Francis became one of the wealthiest men in the city and they became a 19th century celebrity couple. However, so the story goes, Francis started an affair with a slave girl, Molly, and even built an apartment over the carriage house for her.
As always eventually happens, Matilda discovered her husband in the arms of his slave girl and threw herself from a second or third storey window landing on her head on the flagstones below. A few weeks later Molly was found hanging dead from a noose in the carriage house.
So goes the story of jealousy and torrid love affairs; all very dramatic, a touch romantic and it makes a Hell of a cool story to explain one of the most famous haunted houses in America.

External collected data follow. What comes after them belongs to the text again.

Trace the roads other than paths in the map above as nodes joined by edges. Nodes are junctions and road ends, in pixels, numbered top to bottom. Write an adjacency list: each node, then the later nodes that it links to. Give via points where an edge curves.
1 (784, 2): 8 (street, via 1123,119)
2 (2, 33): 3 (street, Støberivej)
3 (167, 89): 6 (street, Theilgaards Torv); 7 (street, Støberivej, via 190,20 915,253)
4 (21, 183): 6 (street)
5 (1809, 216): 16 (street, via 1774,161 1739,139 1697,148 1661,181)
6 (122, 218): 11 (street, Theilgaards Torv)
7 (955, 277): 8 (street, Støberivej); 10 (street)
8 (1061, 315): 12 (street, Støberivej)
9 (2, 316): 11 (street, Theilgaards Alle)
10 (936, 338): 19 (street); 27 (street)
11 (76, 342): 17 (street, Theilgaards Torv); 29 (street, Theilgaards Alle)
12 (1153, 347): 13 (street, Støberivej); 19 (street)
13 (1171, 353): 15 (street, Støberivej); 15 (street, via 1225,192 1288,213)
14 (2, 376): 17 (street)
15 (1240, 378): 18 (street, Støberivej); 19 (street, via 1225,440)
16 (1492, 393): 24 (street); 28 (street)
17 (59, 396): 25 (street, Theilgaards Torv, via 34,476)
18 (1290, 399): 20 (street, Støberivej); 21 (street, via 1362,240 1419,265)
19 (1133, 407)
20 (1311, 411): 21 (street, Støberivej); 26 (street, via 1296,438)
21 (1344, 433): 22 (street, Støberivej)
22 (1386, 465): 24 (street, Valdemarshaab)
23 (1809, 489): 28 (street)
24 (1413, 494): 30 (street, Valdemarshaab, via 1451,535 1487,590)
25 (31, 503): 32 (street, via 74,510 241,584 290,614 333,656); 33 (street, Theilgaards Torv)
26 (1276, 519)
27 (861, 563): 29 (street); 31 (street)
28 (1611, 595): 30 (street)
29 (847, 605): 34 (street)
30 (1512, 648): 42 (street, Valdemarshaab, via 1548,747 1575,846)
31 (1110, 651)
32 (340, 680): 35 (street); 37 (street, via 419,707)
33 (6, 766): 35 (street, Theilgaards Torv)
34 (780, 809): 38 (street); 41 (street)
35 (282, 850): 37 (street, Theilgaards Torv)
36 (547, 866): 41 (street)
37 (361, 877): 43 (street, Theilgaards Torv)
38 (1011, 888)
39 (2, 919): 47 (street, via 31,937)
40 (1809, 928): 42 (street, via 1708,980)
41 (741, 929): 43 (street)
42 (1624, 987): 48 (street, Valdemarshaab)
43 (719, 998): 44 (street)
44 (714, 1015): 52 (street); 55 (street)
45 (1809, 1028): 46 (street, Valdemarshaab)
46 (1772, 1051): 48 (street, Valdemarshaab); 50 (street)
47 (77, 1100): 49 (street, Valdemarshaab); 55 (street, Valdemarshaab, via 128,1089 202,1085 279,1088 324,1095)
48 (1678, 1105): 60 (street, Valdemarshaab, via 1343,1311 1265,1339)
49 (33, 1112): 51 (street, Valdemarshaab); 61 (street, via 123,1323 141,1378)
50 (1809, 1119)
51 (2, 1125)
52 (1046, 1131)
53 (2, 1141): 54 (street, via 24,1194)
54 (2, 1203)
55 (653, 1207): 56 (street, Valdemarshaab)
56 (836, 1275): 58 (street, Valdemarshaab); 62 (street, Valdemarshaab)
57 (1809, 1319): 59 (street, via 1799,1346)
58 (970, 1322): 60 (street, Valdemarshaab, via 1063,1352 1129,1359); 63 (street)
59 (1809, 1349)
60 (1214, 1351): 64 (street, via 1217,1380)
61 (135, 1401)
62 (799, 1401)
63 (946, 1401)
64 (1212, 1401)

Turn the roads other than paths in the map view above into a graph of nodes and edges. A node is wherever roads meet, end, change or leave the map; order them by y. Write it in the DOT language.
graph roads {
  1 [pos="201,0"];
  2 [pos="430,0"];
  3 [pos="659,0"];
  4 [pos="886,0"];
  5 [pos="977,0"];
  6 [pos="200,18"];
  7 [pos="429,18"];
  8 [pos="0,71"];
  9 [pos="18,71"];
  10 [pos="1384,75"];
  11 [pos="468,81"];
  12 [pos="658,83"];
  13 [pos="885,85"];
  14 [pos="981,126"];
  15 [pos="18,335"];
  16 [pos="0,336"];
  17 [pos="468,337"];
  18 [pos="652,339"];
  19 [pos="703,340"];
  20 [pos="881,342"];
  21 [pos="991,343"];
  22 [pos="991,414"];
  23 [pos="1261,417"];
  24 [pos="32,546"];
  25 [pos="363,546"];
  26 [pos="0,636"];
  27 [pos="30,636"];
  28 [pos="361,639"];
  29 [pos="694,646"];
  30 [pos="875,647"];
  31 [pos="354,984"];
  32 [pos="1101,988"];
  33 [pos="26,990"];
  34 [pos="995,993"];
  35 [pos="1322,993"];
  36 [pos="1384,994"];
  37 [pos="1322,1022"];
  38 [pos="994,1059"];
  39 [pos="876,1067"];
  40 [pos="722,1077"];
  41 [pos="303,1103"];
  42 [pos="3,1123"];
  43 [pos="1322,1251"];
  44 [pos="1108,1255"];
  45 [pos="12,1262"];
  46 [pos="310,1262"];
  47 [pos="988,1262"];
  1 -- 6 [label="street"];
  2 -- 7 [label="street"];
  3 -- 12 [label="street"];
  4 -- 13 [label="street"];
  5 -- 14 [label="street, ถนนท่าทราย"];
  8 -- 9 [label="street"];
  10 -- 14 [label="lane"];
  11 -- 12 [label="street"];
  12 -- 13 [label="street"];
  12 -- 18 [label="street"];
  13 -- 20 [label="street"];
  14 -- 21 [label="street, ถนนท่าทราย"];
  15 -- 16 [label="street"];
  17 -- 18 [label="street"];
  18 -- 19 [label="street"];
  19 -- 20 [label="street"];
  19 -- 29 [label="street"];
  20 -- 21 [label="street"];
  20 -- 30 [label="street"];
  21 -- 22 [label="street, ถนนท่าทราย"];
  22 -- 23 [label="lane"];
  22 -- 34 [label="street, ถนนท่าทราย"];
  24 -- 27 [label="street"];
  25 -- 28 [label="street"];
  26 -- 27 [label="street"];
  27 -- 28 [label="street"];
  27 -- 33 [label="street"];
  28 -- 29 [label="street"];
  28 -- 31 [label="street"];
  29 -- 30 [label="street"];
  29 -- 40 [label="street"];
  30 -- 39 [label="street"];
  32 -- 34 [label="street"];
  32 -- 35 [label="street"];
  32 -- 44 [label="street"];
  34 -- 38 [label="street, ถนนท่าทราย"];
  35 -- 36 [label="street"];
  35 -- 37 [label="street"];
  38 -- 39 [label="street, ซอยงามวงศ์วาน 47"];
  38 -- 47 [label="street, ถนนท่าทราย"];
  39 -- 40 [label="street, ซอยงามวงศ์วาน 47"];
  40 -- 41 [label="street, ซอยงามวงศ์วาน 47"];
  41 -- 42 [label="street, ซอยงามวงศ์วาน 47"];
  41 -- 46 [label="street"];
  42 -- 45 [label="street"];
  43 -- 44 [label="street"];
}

First of all, there is no record of Molly. But she was a slave so that’s not really damning evidence either way. Records of slaves – their births, lives and deaths – was sporadic at best. Matilda’s suicide was, however, recorded in historical letters later published in a book – she died on March 27, 1860. So far so good – right?
Small problem. Francis sold the house at 6 West Harris to one Henry D Weed on June 14, 1859 and moved into the house next door at 12 West Harris – more than 9 months before Matilda’s tragic suicide. In fact, the historical record of Matilda’s suicide says she jumped from the house at 12 West Harris.
Now Mrs Sorrel’s ghost could have decided she’d rather haunt in the original house; there is no record as to what she thought of any of the houses she lived in. After all, the house is one of the most famous haunted houses in the Country and there are literally hundreds – possible thousands – of stories of paranormal activity in the house. So, something must have happened there.
Another possibility. . .
In October of 1779 – long before there were any houses here – the south end of a horseshoe British defensive fortification was very near, or perhaps exactly on, the place where this house would be built. During that October during the Siege of Savannah, in the Revolutionary War, the American militia made a rather stupid assault on this fortification. It ended not only in defeat but in over 1,000 American causalities – it is considered the bloodiest hour in the history of the war. Yah, just one single hour.
Of course, if this is the reason for the haunting then why aren’t all the houses – not to mention Madison Square – also haunted. Maybe they are; this is Savannah after all.
Finding a ghost in Savannah is about as easy as finding a failed actor in Los Angeles.
This house has been featured on just about every single paranormal/haunted TV show past and present. As mentioned, it is considered to be one of the most haunted houses in America.
The ghosts of both Matilda and Molly are frequently seen in the house. They are most often seen as shadow figures and both ghosts have been captured in photos and videos. They are also seen reflected in mirrors when no one visible is actually there.
Their shadowy forms are seen standing in the windows of the house.
In the old slave quarters the ghost of Molly is ever present. Although, she rarely shows herself, people have reported unexplained but overwelming feelings of being drowsy or nauseous.
Also reported is a feeling of chocking and an inability to breathe; echoes of Molly’s death perhaps. One man who rented space in the building claimed to feel as if he was being watched constantly.
In the living room of the house the phantom sounds of a large party are heard. Sounds that stop immediately if anyone enters the room.
There is also a dark energy that hangs over the house – and over nearby Madison Square – and when its quiet, so usually at night, the phantom sounds of a great battle can be heard.
Other Activity: other apparitions and shadow figures from the house’s history; electrical disturbances mostly commonly manifesting as batteries draining dry within minutes or seconds; unexplained mists; disembodied voices; time slips; phantom footsteps; objects moving on their own; touches, pokes and prods from unseen entities and feelings of not being alone.